■ **TASK INSTRUCTIONS**: Write out every line below that includes the word "Kiernan".

■ **DATA LISTING**:
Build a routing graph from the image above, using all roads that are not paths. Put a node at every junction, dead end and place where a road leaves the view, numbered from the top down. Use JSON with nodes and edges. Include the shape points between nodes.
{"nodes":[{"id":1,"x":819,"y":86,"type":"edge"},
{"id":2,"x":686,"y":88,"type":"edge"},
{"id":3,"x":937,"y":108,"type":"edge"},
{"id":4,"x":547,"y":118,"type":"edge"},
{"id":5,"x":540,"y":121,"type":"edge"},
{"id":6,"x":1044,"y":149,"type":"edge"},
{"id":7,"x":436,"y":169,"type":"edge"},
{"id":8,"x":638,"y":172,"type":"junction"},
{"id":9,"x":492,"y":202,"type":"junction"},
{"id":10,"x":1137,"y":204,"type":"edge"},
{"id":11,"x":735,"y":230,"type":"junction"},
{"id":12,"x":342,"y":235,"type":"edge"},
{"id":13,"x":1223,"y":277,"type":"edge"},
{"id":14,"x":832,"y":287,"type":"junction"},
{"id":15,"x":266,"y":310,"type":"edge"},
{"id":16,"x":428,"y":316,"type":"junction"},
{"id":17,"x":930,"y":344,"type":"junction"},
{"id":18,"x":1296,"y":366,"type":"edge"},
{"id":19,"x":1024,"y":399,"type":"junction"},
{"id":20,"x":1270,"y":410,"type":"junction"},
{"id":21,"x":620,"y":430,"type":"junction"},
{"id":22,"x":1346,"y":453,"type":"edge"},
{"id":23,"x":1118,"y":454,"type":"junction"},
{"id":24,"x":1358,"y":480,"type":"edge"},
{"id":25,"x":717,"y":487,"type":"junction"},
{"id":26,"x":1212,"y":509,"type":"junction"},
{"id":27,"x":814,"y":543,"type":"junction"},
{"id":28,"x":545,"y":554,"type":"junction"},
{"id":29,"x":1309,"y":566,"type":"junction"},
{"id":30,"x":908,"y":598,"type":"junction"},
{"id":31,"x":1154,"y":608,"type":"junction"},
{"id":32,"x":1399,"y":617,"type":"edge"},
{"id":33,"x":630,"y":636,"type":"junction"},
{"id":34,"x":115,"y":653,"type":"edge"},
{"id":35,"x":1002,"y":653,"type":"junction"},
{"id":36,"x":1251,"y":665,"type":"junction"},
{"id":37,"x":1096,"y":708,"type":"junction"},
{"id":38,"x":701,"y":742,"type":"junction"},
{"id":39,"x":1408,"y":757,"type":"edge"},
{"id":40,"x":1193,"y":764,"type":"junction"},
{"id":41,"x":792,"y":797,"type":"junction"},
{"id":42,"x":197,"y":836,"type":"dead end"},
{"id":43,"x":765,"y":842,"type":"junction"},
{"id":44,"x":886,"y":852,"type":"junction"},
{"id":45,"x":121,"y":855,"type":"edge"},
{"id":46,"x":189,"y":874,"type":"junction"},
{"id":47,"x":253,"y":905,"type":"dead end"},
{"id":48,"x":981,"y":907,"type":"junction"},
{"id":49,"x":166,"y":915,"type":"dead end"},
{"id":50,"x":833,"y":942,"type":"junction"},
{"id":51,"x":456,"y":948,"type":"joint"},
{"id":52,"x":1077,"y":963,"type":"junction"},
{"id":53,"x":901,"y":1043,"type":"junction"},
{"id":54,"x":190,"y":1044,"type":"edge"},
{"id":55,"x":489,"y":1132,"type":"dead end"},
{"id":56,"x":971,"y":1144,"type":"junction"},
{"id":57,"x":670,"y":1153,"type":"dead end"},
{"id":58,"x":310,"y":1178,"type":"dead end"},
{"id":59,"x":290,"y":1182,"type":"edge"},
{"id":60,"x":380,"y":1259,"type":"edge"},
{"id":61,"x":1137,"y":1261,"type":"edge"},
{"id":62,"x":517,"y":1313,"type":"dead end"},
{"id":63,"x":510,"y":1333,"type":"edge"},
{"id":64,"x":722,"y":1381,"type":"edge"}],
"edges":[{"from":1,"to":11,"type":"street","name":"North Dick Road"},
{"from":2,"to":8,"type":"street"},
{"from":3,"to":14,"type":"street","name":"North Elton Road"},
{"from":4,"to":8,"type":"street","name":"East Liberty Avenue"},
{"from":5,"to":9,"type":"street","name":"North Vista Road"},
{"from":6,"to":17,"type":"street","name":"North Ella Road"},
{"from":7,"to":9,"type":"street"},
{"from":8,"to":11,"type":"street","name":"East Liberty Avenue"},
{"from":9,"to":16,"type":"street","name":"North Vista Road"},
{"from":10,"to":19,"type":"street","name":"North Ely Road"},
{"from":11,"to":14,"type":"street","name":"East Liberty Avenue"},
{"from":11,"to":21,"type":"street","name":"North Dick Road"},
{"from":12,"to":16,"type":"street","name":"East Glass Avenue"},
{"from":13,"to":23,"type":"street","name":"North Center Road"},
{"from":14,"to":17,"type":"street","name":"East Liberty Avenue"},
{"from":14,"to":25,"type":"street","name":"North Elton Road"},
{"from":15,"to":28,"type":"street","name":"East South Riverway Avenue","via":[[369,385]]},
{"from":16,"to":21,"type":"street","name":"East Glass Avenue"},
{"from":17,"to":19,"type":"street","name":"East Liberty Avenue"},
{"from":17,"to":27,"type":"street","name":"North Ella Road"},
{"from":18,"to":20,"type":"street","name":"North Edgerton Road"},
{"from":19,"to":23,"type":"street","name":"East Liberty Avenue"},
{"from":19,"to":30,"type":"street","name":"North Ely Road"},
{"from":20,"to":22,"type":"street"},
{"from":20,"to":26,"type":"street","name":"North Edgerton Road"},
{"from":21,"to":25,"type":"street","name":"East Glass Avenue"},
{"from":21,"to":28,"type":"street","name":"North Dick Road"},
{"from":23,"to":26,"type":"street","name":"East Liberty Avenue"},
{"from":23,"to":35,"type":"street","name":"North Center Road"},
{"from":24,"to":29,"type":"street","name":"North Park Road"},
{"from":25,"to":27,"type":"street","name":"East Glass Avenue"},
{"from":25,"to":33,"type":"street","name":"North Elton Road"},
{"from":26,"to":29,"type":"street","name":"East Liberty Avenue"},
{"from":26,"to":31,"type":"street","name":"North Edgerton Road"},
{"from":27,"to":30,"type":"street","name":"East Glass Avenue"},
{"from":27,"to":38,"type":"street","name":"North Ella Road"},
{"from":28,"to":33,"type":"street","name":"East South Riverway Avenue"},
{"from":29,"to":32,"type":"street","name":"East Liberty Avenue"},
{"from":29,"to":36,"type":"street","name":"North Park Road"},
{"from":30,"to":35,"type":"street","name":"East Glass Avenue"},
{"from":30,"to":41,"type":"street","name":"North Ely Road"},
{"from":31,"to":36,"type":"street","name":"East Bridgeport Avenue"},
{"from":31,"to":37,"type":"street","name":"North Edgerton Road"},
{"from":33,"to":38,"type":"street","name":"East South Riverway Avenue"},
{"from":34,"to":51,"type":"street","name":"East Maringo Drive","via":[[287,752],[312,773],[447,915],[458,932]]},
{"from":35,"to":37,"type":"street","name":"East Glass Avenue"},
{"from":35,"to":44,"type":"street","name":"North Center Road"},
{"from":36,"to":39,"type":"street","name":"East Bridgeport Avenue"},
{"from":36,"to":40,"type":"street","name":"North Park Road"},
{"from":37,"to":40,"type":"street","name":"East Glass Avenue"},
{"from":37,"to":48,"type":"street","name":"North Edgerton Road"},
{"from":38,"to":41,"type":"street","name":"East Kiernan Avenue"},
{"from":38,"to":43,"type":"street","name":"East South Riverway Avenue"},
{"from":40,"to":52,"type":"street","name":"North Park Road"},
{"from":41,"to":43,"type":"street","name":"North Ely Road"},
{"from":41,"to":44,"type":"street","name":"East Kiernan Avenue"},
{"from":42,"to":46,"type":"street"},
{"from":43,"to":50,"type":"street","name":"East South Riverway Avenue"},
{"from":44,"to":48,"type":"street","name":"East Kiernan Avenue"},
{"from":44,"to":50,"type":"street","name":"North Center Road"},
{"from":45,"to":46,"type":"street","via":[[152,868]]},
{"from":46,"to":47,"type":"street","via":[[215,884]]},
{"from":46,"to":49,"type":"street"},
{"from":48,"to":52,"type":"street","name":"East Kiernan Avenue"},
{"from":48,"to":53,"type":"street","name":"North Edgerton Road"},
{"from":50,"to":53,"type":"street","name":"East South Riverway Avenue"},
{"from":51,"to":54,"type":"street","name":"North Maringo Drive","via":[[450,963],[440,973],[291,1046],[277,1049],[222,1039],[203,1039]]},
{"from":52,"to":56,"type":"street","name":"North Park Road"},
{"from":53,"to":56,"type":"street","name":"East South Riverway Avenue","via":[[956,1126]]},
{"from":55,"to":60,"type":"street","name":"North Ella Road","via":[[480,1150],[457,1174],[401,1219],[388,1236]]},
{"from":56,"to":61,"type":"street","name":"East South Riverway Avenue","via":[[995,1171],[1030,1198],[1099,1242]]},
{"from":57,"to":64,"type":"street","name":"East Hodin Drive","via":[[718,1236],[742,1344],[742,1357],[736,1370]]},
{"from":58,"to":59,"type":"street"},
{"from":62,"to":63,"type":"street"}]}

■ **EXERCISE OUTPUT**:
{"from":38,"to":41,"type":"street","name":"East Kiernan Avenue"},
{"from":41,"to":44,"type":"street","name":"East Kiernan Avenue"},
{"from":44,"to":48,"type":"street","name":"East Kiernan Avenue"},
{"from":48,"to":52,"type":"street","name":"East Kiernan Avenue"},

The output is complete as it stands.